**TASK DESCRIPTION:** Your job is to report every line of the entries that has "include".

**DATA SUPPLIED:**
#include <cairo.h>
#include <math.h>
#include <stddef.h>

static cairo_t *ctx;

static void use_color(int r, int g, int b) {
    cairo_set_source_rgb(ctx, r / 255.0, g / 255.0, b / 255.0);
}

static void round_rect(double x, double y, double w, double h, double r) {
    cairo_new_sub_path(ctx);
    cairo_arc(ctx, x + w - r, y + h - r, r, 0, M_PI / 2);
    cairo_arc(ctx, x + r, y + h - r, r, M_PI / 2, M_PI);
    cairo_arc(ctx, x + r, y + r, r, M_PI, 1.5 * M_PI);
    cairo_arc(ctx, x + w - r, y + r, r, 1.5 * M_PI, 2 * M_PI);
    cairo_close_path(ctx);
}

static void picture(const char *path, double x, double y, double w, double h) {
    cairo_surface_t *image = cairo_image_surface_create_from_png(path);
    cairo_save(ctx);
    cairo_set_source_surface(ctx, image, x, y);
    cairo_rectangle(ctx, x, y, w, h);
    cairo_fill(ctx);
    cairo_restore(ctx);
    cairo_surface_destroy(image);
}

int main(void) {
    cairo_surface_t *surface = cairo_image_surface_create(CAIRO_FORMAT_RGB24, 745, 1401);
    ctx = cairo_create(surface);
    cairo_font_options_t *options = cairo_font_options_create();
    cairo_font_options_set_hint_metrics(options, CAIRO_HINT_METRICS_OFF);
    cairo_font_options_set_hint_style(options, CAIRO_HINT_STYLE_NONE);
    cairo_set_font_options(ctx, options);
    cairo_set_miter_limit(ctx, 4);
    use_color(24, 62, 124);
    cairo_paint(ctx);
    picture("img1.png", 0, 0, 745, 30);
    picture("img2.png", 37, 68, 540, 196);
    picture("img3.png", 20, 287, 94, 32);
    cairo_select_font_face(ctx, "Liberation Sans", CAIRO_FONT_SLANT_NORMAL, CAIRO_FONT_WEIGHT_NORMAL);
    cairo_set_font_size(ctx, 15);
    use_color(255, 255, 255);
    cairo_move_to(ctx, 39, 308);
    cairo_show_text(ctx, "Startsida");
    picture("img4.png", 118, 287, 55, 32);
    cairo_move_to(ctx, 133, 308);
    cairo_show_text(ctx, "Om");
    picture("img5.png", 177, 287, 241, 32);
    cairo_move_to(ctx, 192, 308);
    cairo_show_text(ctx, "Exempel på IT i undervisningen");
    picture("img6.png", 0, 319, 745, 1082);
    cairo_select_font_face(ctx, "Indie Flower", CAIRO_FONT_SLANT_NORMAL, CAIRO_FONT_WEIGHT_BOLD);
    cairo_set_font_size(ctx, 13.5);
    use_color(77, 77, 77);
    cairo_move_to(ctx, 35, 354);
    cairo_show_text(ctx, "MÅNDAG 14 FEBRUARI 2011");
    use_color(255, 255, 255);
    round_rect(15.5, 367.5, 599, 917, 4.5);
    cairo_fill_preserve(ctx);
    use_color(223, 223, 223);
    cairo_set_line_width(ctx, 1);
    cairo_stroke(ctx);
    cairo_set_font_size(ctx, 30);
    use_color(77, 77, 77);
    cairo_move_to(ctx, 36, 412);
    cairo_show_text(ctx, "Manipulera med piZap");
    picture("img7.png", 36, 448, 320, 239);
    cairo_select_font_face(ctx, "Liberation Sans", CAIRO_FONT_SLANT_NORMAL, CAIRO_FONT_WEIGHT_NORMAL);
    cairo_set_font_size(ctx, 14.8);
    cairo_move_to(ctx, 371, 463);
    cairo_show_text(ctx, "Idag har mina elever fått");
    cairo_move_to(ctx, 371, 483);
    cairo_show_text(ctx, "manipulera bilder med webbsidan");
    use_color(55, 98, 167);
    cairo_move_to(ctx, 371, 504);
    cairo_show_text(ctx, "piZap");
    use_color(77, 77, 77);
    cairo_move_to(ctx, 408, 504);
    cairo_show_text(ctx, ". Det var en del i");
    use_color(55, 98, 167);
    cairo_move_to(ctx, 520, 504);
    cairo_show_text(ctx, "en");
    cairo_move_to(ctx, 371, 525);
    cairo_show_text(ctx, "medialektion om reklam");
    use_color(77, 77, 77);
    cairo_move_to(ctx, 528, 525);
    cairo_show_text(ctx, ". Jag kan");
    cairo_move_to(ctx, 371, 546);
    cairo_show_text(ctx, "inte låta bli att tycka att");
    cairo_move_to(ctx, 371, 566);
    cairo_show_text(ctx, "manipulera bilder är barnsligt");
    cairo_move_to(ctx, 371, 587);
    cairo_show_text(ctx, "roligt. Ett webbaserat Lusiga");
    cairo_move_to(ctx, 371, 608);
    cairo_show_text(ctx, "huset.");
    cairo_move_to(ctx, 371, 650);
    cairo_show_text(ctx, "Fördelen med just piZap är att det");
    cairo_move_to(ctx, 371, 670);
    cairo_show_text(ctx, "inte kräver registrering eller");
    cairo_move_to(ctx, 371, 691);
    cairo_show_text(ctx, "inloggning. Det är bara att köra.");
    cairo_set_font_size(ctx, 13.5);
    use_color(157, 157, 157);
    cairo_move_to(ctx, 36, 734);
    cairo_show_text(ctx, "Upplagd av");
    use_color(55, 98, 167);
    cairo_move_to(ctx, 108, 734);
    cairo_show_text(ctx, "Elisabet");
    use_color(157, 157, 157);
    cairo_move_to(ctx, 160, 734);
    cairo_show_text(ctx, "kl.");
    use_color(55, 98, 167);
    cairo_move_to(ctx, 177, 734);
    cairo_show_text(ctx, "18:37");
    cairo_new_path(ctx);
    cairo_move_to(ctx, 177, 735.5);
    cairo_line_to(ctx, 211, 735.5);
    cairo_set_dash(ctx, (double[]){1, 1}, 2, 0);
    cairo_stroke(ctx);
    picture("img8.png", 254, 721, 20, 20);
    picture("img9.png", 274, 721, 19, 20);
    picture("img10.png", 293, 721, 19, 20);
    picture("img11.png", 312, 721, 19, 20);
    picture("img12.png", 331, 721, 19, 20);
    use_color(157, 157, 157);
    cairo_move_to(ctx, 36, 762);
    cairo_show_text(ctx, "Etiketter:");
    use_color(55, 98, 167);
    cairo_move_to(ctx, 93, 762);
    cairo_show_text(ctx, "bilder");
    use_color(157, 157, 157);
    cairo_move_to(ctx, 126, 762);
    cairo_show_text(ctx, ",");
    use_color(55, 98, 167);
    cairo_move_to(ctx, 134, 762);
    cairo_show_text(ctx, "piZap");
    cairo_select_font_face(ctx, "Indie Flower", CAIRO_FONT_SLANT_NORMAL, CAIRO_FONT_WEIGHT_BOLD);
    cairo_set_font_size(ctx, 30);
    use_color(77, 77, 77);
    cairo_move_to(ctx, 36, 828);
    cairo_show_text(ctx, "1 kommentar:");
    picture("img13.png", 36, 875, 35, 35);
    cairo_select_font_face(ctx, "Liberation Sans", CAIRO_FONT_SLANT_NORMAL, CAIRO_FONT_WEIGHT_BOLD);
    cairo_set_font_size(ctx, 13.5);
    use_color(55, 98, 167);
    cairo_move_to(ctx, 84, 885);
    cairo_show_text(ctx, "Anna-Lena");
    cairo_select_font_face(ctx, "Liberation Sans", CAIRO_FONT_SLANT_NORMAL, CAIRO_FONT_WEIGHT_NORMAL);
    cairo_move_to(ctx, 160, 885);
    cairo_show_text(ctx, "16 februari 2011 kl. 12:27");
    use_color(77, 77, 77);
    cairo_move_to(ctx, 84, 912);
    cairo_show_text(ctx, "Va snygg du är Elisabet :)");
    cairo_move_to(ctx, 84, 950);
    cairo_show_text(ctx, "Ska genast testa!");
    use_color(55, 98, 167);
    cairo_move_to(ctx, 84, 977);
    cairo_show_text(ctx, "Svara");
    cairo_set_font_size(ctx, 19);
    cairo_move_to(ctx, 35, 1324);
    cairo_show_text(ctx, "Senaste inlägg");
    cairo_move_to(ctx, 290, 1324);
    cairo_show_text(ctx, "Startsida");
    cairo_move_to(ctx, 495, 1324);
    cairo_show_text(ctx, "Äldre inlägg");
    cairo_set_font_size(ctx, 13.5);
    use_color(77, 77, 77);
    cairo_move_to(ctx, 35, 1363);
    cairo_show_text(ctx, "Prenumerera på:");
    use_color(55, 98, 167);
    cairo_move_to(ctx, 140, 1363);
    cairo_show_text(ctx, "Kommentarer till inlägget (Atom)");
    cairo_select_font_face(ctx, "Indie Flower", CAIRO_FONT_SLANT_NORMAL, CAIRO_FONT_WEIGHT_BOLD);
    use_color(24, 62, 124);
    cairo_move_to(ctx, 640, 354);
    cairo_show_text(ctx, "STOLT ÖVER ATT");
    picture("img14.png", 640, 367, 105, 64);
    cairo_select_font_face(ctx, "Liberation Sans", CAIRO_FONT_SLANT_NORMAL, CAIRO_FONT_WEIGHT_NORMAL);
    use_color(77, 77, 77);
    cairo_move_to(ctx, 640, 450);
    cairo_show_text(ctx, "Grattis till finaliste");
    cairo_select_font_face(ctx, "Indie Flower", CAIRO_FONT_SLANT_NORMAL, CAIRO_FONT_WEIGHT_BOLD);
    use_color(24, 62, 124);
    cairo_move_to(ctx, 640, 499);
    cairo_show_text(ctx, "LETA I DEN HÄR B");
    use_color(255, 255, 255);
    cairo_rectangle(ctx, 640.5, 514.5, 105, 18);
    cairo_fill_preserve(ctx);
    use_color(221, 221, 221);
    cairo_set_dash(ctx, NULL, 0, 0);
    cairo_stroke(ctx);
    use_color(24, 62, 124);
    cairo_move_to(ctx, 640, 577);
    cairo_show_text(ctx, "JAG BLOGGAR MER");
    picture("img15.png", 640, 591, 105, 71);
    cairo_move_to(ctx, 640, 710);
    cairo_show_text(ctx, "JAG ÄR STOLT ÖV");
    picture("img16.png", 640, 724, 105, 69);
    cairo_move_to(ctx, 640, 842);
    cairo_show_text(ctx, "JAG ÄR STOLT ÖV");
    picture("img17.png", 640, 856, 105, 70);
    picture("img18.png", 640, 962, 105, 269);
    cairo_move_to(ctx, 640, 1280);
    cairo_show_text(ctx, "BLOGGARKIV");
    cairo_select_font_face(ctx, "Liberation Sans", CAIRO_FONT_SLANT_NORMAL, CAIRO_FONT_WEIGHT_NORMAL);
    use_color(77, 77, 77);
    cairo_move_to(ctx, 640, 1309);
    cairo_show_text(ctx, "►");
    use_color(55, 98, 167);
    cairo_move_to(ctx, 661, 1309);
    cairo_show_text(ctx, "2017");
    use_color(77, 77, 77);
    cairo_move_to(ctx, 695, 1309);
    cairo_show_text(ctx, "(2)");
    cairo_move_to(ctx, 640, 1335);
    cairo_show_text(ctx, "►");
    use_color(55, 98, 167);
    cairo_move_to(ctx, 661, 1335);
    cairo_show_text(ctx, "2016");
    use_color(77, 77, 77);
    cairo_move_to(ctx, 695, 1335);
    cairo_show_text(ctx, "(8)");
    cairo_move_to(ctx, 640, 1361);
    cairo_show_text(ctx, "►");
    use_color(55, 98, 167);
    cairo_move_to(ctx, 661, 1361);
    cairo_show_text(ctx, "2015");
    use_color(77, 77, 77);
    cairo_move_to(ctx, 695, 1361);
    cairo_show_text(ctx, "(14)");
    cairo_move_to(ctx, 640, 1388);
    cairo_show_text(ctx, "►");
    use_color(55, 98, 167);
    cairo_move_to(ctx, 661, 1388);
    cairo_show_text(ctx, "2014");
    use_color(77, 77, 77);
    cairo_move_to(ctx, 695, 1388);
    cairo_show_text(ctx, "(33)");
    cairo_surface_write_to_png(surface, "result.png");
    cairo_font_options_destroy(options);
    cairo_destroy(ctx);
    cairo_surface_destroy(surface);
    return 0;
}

**YOUR SOLUTION:**
#include <cairo.h>
#include <math.h>
#include <stddef.h>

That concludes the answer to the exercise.